Exercise brief: Once the line containing "Write the network" is found in the records below, return it and each following line exactly, up to and including the line containing "Which roads connect", and nothing else.

Records provided:
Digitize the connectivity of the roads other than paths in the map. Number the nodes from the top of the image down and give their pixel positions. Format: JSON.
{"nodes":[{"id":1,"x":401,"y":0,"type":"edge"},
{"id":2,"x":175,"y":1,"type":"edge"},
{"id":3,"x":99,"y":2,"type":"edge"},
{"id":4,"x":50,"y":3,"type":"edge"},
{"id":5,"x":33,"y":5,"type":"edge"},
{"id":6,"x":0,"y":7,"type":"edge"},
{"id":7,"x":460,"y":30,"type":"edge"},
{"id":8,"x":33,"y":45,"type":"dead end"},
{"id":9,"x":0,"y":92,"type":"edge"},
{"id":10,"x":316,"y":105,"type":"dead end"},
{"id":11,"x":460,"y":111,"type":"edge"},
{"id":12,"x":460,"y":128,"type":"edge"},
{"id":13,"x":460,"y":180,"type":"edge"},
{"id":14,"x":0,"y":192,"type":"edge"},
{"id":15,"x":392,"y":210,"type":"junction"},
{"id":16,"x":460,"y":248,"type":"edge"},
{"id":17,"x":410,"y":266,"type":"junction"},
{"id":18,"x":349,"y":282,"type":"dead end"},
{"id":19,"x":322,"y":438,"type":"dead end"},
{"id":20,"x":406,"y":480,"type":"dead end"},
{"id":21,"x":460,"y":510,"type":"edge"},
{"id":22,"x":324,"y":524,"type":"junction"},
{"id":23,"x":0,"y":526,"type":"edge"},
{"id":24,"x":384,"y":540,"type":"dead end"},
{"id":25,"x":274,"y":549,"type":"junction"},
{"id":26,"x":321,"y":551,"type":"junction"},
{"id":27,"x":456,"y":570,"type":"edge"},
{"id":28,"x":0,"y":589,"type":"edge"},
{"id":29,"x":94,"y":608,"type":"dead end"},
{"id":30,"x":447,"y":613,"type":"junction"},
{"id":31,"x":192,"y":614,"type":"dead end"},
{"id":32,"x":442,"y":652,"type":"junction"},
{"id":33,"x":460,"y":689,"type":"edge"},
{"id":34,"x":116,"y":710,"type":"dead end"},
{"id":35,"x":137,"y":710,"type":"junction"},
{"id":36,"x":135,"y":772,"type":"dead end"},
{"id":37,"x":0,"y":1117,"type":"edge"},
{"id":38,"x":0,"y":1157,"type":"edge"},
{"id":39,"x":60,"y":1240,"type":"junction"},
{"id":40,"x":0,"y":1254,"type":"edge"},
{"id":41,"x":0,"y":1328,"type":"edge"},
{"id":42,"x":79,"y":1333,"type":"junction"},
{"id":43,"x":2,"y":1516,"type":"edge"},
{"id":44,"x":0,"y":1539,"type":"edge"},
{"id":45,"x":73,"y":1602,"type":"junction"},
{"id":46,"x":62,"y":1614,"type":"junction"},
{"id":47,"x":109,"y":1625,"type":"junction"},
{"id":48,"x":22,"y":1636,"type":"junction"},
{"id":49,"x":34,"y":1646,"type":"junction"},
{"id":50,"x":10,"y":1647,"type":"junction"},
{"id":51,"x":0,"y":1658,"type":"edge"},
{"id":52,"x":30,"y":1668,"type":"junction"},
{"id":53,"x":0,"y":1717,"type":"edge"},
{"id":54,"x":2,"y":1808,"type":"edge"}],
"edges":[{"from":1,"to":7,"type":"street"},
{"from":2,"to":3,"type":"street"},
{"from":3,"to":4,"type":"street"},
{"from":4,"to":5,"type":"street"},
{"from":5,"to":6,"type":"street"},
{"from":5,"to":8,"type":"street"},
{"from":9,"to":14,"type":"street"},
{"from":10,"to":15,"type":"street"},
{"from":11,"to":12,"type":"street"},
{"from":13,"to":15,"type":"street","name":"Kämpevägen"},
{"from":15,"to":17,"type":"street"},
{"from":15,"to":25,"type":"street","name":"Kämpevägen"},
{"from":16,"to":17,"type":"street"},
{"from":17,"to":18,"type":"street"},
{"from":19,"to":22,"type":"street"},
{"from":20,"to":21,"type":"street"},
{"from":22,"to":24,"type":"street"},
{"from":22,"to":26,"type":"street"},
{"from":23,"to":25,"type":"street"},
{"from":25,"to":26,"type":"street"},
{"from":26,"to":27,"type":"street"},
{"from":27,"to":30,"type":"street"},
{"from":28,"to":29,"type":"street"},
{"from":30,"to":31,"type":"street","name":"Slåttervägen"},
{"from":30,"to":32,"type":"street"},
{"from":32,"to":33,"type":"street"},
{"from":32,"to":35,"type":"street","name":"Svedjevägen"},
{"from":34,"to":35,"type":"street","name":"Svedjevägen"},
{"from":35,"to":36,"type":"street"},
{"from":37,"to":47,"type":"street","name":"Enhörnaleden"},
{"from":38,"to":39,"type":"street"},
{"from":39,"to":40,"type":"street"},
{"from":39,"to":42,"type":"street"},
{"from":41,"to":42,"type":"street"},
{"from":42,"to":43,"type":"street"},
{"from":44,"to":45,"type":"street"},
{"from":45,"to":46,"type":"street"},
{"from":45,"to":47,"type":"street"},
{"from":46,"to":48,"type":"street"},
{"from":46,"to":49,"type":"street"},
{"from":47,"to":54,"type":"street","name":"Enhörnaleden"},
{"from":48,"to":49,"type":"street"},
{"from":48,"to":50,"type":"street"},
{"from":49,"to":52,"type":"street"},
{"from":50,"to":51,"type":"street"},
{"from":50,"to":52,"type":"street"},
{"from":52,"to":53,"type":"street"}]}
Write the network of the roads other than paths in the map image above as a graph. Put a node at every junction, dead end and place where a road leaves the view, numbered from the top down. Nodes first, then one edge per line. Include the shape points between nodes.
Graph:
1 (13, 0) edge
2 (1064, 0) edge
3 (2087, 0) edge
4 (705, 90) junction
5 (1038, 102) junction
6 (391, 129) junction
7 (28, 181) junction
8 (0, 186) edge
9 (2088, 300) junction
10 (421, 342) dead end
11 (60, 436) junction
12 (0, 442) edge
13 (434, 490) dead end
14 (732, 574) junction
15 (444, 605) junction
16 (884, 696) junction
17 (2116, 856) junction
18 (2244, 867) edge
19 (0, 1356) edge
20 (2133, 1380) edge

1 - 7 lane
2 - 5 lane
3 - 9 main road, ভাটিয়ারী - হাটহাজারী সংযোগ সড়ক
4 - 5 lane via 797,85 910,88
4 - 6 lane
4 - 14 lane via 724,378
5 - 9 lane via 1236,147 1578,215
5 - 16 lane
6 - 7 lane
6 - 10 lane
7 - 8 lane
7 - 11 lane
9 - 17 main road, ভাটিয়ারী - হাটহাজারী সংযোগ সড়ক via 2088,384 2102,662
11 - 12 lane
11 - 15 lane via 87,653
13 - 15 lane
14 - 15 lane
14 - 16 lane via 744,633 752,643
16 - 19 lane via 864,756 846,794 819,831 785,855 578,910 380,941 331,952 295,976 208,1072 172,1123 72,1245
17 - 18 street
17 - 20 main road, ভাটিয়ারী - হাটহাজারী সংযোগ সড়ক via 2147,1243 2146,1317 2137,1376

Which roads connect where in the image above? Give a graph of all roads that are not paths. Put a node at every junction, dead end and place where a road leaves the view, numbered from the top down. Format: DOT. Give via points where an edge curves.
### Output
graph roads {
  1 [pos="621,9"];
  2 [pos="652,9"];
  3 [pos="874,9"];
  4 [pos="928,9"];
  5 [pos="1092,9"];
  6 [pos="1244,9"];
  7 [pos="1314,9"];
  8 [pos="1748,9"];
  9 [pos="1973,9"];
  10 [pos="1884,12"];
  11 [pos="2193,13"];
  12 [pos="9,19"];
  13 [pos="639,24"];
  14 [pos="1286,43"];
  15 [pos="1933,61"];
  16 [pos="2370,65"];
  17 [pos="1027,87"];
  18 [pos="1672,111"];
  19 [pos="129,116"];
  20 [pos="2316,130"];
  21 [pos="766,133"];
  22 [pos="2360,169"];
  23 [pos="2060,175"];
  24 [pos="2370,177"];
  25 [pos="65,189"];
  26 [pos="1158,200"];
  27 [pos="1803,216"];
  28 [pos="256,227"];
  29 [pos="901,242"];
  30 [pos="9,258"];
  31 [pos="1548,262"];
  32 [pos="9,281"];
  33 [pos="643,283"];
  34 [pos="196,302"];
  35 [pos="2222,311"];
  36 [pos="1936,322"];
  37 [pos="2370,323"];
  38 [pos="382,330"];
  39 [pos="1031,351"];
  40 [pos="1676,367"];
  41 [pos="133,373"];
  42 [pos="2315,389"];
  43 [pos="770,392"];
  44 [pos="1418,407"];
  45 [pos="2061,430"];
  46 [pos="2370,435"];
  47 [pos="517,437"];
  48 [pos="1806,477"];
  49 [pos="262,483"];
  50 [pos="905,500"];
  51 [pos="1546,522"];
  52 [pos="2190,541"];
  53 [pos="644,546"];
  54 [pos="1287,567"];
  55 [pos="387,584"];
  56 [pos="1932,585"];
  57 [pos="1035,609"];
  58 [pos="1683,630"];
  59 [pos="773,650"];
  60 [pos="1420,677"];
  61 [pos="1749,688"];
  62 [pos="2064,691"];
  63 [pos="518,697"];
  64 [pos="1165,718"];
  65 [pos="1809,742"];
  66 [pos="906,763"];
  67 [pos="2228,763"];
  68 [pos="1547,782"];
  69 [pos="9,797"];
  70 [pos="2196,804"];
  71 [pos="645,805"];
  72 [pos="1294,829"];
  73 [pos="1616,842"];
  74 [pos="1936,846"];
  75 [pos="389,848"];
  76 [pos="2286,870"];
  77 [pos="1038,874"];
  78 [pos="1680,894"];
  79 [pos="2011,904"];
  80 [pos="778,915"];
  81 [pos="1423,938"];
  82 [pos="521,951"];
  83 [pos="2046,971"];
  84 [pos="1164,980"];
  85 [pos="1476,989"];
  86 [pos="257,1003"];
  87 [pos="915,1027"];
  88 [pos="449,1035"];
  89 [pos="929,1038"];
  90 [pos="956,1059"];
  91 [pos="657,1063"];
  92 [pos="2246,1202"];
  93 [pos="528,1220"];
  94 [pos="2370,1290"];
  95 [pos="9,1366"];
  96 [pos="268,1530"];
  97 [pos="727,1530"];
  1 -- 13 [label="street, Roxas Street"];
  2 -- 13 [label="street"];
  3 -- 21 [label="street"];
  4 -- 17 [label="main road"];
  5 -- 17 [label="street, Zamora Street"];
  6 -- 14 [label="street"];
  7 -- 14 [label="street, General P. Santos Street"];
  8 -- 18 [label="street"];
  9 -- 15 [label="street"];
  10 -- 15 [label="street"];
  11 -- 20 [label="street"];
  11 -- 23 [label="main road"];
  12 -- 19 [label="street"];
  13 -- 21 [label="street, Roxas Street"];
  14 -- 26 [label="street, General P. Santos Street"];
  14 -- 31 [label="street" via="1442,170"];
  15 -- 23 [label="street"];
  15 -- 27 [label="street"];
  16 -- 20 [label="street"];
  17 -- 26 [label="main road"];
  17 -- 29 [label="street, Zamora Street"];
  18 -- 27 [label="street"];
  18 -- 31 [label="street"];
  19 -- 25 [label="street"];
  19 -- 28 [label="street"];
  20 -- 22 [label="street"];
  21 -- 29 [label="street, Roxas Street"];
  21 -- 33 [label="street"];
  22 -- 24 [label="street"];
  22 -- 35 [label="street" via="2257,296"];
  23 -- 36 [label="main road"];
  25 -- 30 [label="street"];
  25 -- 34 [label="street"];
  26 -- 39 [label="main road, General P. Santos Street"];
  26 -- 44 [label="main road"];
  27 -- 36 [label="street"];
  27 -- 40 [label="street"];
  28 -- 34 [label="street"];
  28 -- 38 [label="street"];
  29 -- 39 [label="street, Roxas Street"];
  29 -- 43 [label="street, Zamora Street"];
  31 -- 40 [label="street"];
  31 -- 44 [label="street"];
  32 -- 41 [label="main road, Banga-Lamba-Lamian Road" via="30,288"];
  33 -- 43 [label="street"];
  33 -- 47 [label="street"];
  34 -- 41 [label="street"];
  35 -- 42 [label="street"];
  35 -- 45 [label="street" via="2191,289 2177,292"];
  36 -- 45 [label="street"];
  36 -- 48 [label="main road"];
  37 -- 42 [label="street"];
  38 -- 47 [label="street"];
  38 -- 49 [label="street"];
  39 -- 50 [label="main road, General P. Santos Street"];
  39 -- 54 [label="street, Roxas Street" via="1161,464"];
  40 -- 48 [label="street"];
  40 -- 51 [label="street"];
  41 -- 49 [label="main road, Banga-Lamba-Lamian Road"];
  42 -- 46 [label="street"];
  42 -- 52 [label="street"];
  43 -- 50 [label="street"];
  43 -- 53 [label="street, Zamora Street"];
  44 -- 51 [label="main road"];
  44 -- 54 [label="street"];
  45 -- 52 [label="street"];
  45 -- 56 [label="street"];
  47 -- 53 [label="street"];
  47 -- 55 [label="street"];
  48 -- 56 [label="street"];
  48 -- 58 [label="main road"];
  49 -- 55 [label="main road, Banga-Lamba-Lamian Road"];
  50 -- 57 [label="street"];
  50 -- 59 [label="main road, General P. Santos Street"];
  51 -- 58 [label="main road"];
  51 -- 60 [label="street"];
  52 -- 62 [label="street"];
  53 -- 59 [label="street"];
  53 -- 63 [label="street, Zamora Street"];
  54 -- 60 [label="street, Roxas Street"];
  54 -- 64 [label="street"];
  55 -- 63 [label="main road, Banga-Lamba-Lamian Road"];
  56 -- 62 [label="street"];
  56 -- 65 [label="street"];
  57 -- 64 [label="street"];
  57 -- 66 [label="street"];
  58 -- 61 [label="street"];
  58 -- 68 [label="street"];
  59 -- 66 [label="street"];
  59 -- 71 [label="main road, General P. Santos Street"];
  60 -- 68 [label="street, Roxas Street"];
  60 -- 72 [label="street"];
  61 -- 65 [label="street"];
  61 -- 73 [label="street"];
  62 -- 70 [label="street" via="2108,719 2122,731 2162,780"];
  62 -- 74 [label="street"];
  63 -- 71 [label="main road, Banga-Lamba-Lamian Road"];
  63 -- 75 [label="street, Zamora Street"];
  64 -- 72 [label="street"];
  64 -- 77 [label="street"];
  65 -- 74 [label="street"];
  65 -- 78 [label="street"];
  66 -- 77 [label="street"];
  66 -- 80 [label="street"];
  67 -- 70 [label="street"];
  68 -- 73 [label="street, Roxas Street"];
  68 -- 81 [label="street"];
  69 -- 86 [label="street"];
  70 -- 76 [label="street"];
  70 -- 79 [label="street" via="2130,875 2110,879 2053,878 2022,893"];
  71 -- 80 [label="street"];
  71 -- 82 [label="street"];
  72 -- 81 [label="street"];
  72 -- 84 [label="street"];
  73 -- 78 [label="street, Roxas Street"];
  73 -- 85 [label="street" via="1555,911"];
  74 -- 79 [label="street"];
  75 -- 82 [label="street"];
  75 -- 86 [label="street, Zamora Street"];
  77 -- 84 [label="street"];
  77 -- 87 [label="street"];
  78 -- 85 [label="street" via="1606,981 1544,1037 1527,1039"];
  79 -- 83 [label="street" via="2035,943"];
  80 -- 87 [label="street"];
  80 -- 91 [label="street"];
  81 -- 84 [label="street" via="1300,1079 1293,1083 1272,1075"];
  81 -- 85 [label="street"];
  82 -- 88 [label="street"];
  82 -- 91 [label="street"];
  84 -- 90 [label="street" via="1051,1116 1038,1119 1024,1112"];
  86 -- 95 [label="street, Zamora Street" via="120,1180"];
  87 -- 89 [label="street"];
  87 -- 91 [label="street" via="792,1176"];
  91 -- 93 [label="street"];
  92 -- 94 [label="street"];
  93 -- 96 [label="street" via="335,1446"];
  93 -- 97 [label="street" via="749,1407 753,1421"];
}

Answer space:
Write the network of the roads other than paths in the map image above as a graph. Put a node at every junction, dead end and place where a road leaves the view, numbered from the top down. Nodes first, then one edge per line. Include the shape points between nodes.
Graph:
1 (13, 0) edge
2 (1064, 0) edge
3 (2087, 0) edge
4 (705, 90) junction
5 (1038, 102) junction
6 (391, 129) junction
7 (28, 181) junction
8 (0, 186) edge
9 (2088, 300) junction
10 (421, 342) dead end
11 (60, 436) junction
12 (0, 442) edge
13 (434, 490) dead end
14 (732, 574) junction
15 (444, 605) junction
16 (884, 696) junction
17 (2116, 856) junction
18 (2244, 867) edge
19 (0, 1356) edge
20 (2133, 1380) edge

1 - 7 lane
2 - 5 lane
3 - 9 main road, ভাটিয়ারী - হাটহাজারী সংযোগ সড়ক
4 - 5 lane via 797,85 910,88
4 - 6 lane
4 - 14 lane via 724,378
5 - 9 lane via 1236,147 1578,215
5 - 16 lane
6 - 7 lane
6 - 10 lane
7 - 8 lane
7 - 11 lane
9 - 17 main road, ভাটিয়ারী - হাটহাজারী সংযোগ সড়ক via 2088,384 2102,662
11 - 12 lane
11 - 15 lane via 87,653
13 - 15 lane
14 - 15 lane
14 - 16 lane via 744,633 752,643
16 - 19 lane via 864,756 846,794 819,831 785,855 578,910 380,941 331,952 295,976 208,1072 172,1123 72,1245
17 - 18 street
17 - 20 main road, ভাটিয়ারী - হাটহাজারী সংযোগ সড়ক via 2147,1243 2146,1317 2137,1376

Which roads connect where in the image above? Give a graph of all roads that are not paths. Put a node at every junction, dead end and place where a road leaves the view, numbered from the top down. Format: DOT. Give via points where an edge curves.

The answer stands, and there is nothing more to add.